▸ **TASK DETAILS**
Wherever a line of the listing holds the string "Panoramique", copy that line.

▸ **DATA PROVIDED**
=== Begin Enclosure ===

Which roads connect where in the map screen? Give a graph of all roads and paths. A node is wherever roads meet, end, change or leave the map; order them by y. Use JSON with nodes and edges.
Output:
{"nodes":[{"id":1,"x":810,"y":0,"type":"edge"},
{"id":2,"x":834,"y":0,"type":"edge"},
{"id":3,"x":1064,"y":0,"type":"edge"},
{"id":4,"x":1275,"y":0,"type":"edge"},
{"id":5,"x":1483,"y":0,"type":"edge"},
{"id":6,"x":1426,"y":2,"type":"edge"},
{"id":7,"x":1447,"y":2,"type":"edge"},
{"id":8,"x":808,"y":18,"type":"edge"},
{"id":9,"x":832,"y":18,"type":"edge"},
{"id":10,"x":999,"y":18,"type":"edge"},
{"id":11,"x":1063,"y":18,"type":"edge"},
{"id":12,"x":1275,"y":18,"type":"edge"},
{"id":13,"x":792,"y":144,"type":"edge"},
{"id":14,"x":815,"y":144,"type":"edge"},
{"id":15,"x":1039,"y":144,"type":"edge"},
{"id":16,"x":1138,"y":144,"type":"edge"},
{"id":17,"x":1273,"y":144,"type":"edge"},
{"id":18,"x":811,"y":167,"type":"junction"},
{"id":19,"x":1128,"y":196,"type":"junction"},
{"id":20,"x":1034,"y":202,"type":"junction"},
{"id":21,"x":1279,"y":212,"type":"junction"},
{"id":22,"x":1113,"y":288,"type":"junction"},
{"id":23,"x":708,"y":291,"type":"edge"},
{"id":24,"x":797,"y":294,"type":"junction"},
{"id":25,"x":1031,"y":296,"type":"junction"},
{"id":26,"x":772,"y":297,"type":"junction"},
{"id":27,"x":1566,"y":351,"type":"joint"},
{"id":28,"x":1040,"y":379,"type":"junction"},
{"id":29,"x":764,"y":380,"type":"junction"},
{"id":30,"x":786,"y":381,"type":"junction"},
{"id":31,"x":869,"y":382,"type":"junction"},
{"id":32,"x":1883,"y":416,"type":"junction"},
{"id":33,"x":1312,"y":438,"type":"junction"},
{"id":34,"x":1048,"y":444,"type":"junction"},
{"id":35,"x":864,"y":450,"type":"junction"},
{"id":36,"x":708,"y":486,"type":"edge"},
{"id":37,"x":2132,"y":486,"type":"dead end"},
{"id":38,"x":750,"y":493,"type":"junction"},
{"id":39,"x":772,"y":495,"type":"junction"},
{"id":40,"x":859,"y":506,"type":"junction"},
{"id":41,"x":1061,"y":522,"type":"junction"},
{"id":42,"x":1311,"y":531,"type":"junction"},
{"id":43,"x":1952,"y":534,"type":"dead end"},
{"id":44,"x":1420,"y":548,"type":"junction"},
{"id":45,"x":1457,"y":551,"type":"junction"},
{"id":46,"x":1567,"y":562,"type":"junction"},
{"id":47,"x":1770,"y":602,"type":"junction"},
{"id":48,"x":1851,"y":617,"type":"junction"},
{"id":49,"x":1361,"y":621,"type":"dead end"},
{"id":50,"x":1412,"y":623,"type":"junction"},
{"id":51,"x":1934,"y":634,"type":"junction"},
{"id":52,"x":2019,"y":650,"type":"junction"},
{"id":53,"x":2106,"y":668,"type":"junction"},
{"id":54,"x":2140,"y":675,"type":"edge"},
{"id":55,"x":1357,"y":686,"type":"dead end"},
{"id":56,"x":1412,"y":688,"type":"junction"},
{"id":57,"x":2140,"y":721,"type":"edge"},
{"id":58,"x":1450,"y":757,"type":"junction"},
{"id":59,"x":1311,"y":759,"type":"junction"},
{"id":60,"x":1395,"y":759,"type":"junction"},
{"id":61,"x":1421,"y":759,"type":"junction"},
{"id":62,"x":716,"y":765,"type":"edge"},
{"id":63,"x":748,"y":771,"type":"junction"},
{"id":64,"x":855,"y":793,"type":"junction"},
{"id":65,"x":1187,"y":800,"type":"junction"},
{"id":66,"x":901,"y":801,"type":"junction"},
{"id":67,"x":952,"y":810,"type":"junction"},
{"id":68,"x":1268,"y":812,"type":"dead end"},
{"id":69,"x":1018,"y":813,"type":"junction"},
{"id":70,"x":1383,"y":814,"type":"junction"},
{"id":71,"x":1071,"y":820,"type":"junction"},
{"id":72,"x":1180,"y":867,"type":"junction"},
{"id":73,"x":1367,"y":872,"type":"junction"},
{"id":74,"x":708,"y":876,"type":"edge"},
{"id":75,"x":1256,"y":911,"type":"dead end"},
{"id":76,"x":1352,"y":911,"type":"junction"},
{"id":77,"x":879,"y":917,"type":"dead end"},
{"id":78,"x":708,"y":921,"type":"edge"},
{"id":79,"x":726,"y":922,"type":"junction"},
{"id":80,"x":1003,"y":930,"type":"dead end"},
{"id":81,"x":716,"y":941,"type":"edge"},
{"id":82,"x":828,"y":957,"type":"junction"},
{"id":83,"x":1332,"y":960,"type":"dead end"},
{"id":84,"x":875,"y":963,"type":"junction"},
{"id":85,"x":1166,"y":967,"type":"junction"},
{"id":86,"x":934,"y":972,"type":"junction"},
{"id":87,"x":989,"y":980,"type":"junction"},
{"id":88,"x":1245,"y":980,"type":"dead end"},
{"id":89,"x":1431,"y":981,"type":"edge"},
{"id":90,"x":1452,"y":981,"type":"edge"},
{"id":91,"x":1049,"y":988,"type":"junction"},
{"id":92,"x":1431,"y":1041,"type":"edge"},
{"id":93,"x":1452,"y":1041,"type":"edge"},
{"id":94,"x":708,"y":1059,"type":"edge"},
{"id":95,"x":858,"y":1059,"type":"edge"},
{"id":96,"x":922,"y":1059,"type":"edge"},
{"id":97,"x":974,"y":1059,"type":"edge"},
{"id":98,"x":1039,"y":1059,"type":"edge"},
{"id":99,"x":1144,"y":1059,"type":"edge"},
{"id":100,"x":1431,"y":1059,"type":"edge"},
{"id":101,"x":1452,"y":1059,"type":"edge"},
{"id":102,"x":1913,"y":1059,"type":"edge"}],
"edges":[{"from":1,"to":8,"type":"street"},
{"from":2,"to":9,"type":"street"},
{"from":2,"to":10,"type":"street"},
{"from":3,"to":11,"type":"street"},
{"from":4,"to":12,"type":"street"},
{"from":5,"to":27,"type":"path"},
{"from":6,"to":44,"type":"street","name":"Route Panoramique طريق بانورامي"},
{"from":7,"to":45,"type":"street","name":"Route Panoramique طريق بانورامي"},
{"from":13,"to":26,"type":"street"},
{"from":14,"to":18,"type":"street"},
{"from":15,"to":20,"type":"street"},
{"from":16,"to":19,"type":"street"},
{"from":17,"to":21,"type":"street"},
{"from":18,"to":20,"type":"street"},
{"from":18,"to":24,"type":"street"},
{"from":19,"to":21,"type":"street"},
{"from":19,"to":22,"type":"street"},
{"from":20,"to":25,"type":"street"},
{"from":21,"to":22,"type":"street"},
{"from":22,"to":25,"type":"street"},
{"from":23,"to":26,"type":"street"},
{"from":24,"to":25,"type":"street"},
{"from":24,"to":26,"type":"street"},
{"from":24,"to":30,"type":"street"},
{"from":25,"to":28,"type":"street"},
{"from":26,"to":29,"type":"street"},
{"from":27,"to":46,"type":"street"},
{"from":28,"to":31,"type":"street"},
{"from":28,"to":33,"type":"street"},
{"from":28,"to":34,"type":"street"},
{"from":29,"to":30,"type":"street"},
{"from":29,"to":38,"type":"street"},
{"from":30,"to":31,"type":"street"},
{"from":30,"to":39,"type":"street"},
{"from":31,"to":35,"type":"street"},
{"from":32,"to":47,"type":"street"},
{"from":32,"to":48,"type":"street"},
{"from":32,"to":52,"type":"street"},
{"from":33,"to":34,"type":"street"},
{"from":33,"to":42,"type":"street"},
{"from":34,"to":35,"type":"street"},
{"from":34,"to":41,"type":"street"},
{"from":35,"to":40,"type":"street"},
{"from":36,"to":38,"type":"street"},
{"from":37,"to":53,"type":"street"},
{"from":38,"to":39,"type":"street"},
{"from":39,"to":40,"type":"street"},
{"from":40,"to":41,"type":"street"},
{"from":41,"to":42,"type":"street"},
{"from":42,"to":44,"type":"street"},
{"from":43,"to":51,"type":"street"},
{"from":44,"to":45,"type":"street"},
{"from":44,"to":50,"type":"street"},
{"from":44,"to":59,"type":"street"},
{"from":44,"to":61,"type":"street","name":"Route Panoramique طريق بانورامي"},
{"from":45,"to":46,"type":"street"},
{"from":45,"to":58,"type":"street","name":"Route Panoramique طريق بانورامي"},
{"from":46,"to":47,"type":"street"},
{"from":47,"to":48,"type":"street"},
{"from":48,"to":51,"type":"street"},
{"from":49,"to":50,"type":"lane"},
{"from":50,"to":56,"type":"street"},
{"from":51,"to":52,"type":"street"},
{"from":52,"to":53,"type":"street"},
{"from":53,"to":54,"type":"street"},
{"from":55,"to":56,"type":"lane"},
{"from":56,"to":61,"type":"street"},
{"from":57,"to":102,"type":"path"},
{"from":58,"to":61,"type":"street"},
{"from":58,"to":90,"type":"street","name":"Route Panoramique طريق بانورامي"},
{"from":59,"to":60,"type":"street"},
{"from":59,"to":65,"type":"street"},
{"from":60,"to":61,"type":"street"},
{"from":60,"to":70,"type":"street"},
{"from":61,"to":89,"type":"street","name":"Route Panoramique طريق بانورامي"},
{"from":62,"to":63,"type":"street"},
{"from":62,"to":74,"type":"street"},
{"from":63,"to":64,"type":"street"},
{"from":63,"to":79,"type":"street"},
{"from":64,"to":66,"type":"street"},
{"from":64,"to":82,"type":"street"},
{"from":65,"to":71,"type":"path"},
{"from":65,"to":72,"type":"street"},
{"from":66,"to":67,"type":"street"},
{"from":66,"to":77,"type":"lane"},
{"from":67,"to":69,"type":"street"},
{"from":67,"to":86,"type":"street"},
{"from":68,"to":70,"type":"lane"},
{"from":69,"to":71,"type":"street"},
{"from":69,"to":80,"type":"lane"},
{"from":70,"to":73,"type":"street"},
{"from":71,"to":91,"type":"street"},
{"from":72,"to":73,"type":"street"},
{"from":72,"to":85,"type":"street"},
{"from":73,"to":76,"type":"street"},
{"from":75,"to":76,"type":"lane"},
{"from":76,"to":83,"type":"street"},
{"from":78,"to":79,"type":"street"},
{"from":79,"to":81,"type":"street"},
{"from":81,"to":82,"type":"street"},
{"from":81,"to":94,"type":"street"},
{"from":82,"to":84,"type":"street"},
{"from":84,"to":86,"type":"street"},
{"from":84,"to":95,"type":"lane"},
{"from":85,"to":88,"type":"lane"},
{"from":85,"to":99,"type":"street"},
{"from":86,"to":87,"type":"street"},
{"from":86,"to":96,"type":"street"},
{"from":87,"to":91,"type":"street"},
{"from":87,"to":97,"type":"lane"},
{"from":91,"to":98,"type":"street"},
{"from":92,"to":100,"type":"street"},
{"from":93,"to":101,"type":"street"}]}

=== End Enclosure ===

▸ **EXPECTED ANSWER**
{"from":6,"to":44,"type":"street","name":"Route Panoramique طريق بانورامي"},
{"from":7,"to":45,"type":"street","name":"Route Panoramique طريق بانورامي"},
{"from":44,"to":61,"type":"street","name":"Route Panoramique طريق بانورامي"},
{"from":45,"to":58,"type":"street","name":"Route Panoramique طريق بانورامي"},
{"from":58,"to":90,"type":"street","name":"Route Panoramique طريق بانورامي"},
{"from":61,"to":89,"type":"street","name":"Route Panoramique طريق بانورامي"},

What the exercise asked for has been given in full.